**What needs to be done**
When you reproduce the data, keep every word exactly as it stands and leave the pictures out.

**Task input**

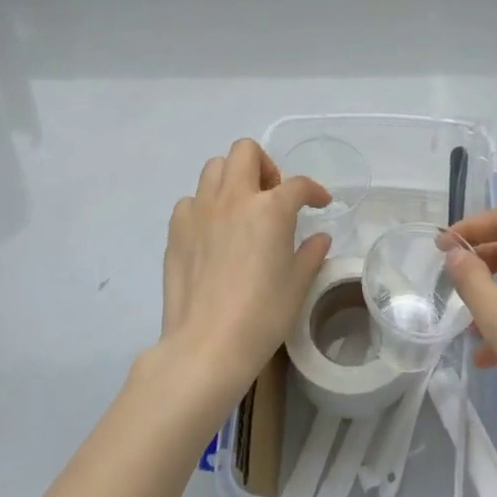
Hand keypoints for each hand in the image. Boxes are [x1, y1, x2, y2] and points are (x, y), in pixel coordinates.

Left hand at [156, 139, 331, 407]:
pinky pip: (191, 201)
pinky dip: (205, 207)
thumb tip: (318, 238)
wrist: (207, 345)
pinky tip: (212, 232)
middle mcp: (234, 198)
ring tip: (241, 208)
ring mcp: (200, 210)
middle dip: (264, 165)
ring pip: (214, 167)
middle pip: (246, 151)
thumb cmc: (262, 315)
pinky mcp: (176, 229)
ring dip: (232, 179)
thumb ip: (311, 253)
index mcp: (271, 208)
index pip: (298, 185)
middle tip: (272, 195)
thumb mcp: (298, 284)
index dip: (314, 191)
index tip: (319, 203)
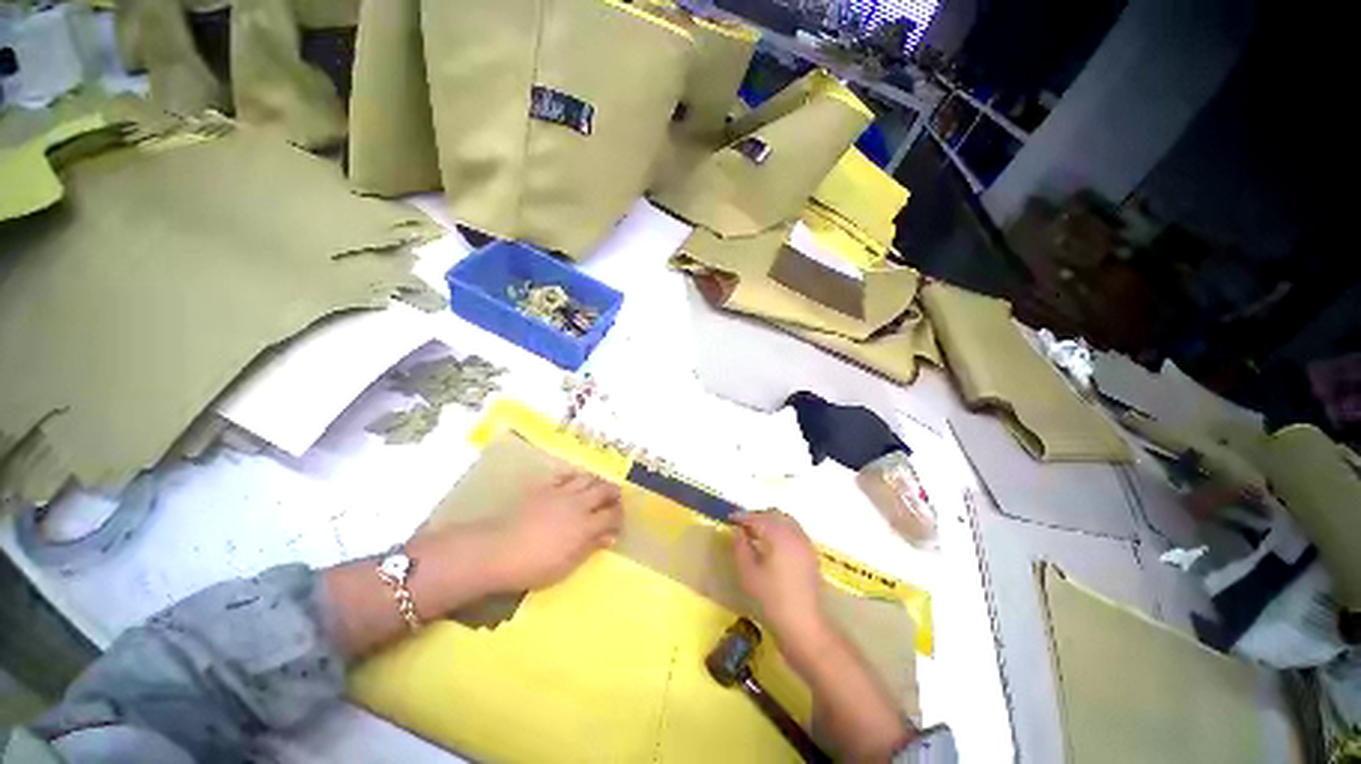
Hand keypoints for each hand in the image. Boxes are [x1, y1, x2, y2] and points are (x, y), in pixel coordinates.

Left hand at [482, 471, 623, 591]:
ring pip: (588, 478)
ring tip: (599, 487)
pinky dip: (575, 476)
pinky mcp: (544, 488)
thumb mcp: (567, 564)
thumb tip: (609, 537)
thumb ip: (590, 547)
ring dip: (597, 482)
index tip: (619, 522)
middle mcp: (578, 503)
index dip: (619, 517)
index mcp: (586, 525)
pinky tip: (575, 481)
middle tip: (615, 499)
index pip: (612, 515)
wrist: (497, 550)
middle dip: (614, 493)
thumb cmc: (534, 566)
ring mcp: (561, 492)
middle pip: (604, 490)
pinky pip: (565, 475)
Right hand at [732, 510, 827, 647]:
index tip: (730, 518)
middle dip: (758, 516)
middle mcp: (794, 534)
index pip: (758, 518)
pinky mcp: (811, 554)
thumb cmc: (771, 599)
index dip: (743, 516)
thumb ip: (741, 547)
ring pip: (786, 521)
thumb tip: (738, 532)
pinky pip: (794, 531)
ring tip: (756, 533)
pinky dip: (782, 530)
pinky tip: (772, 543)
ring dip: (771, 521)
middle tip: (742, 525)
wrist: (803, 625)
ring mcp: (805, 544)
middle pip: (774, 515)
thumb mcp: (748, 573)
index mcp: (779, 536)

**Worked solution**
Hand keypoints for each hand in the image. Boxes are [x1, y1, x2, y2] and points are (x, y), in pixel coordinates.

Left hand at [156, 139, 331, 407]:
pinky pip: (191, 201)
pinky dip: (205, 207)
thumb tip: (318, 238)
wrist: (207, 345)
pinky tip: (212, 232)
middle mcp: (234, 198)
ring tip: (241, 208)
ring mcp: (200, 210)
middle dip: (264, 165)
ring pip: (214, 167)
middle pip: (246, 151)
thumb cmc: (262, 315)
pinky mcp: (176, 229)
ring dip: (232, 179)
thumb ip: (311, 253)
index mcp: (271, 208)
index pip: (298, 185)
middle tip: (272, 195)
thumb mcp: (298, 284)
index dip: (314, 191)
index tip: (319, 203)
Hand keypoints for each hand in the image. Boxes are [x1, y1, x2, y2] and points are (x, y), in pixel coordinates.

Left hand at [482, 471, 623, 591]:
ring pip: (588, 478)
ring tip: (599, 487)
pinky dip: (575, 476)
pinky mcp: (544, 488)
thumb mcp: (567, 564)
thumb tip: (609, 537)
thumb ip: (590, 547)
ring dip: (597, 482)
index tip: (619, 522)
middle mcp: (578, 503)
index dip: (619, 517)
index mcp: (586, 525)
pinky tip: (575, 481)
middle tip: (615, 499)
index pip: (612, 515)
wrist: (497, 550)
middle dip: (614, 493)
thumb cmc: (534, 566)
ring mcp: (561, 492)
middle pip: (604, 490)
pinky pip: (565, 475)
Right hand at [732, 510, 827, 647]:
index tip: (730, 518)
middle dip: (758, 516)
middle mcp: (794, 534)
index pip: (758, 518)
pinky mcp: (811, 554)
thumb cmc: (771, 599)
index dip: (743, 516)
thumb ip: (741, 547)
ring pip: (786, 521)
thumb tip: (738, 532)
pinky pip: (794, 531)
ring tip: (756, 533)
pinky dip: (782, 530)
pinky tip: (772, 543)
ring dip: (771, 521)
middle tip: (742, 525)
wrist: (803, 625)
ring mcp: (805, 544)
middle pip: (774, 515)
thumb mcp: (748, 573)
index mcp: (779, 536)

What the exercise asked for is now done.